### REQUIREMENT
Find how many lines of the following entries contain "Freeway". Reply with the number alone.

### INPUT
■ ■ ■ ■

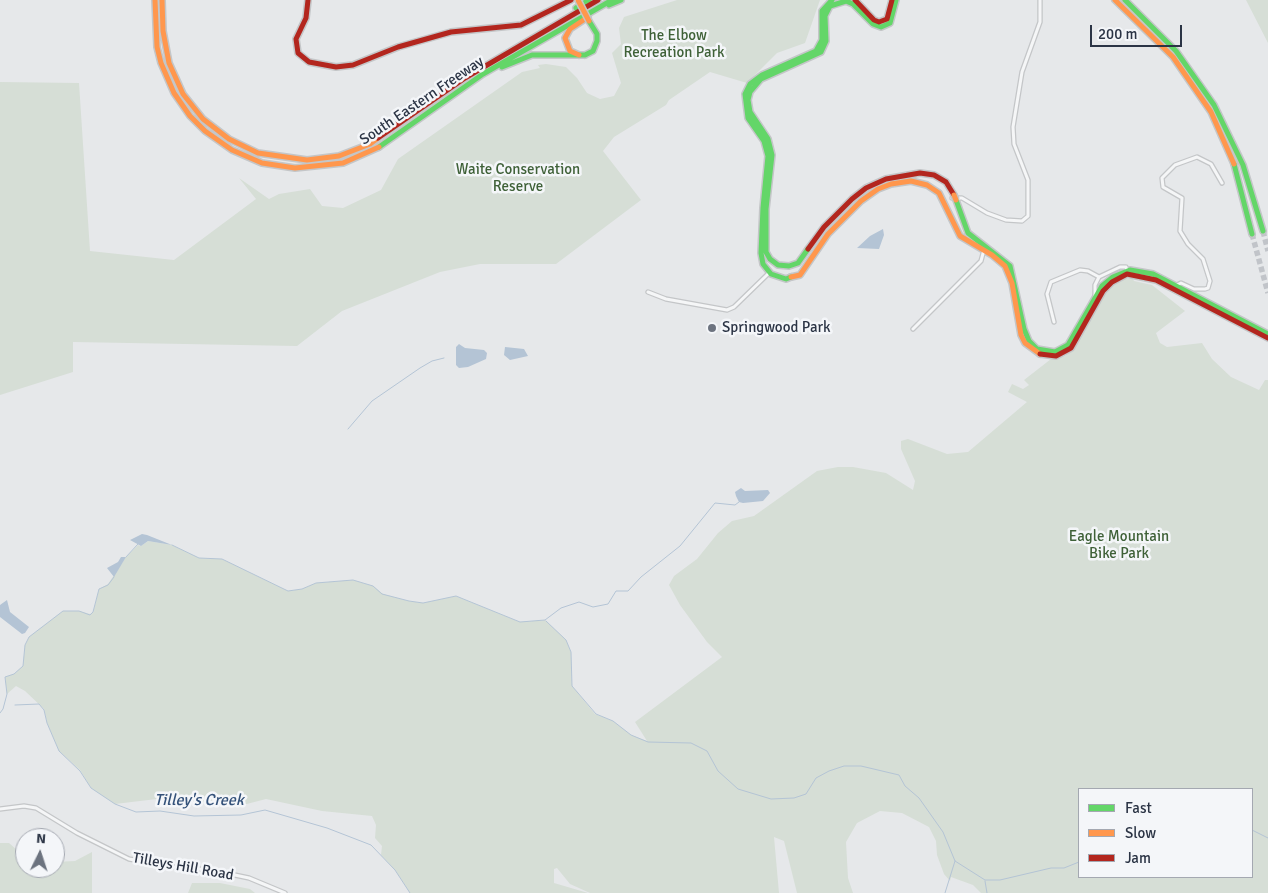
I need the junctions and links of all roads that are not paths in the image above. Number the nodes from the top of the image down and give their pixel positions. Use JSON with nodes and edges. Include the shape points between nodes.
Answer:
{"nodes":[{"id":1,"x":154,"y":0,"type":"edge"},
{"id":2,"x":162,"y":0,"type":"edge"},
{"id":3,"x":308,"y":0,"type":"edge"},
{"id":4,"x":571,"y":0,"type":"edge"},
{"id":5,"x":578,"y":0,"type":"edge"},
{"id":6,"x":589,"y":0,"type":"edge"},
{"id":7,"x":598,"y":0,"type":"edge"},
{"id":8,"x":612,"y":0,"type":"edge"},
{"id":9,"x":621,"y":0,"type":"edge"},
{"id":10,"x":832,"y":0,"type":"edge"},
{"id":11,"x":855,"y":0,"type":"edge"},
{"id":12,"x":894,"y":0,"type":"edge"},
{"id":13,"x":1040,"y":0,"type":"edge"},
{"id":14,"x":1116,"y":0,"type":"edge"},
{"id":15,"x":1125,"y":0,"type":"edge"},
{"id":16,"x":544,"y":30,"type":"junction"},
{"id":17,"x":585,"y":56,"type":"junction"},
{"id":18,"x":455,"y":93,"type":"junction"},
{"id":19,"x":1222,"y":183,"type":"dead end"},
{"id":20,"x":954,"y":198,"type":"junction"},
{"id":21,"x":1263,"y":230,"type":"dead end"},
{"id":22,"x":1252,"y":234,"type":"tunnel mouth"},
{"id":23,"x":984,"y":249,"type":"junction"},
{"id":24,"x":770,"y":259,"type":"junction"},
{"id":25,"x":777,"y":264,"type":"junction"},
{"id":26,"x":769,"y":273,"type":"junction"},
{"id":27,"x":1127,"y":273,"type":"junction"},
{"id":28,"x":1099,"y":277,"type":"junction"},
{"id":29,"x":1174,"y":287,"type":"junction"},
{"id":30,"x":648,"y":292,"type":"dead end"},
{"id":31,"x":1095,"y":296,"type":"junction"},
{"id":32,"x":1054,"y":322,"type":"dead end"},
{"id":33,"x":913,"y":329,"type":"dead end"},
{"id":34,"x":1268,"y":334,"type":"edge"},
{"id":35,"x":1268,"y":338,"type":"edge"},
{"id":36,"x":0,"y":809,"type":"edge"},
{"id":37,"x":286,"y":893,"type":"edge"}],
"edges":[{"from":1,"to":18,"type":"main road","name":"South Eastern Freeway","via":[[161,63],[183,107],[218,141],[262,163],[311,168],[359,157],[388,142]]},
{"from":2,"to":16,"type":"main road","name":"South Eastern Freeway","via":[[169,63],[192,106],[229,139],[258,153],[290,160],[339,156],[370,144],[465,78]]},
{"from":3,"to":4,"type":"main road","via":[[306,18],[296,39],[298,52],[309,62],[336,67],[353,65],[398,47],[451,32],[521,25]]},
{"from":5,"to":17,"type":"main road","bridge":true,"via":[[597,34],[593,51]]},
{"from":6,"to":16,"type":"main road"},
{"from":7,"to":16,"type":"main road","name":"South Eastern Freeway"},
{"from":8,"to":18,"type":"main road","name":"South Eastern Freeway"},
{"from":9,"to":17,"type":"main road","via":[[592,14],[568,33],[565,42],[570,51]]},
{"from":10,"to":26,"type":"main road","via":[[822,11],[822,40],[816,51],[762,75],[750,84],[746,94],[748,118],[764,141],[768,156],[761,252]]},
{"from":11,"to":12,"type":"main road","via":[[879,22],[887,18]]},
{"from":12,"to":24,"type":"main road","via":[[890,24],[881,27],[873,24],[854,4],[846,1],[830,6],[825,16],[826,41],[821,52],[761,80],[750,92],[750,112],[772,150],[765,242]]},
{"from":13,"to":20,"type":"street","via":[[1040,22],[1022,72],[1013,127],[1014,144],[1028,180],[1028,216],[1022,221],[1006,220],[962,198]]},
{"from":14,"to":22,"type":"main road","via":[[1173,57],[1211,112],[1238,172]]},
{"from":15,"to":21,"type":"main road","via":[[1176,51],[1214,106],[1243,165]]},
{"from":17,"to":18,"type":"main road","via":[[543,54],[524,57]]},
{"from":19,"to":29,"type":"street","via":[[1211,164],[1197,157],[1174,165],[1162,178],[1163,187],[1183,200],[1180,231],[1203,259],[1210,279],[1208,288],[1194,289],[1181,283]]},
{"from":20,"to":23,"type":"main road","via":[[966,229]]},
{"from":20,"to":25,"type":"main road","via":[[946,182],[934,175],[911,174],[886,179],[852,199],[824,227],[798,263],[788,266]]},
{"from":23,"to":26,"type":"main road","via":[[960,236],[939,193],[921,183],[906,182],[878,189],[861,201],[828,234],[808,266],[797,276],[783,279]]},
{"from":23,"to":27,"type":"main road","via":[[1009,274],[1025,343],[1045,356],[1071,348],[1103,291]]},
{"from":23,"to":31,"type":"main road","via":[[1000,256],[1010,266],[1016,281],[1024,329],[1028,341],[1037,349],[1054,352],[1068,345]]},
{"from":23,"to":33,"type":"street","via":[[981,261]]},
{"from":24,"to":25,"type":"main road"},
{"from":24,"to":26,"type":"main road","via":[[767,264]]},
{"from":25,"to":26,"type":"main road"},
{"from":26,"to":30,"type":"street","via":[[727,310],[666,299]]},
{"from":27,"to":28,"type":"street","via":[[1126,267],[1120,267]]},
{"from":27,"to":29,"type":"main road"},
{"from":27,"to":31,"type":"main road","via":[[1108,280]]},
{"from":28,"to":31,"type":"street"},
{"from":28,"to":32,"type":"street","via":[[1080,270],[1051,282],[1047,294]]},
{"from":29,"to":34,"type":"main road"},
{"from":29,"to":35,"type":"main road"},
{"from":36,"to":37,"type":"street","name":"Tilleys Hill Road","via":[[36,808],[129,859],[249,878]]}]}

■ ■ ■ ■

### WRITTEN REPLY
4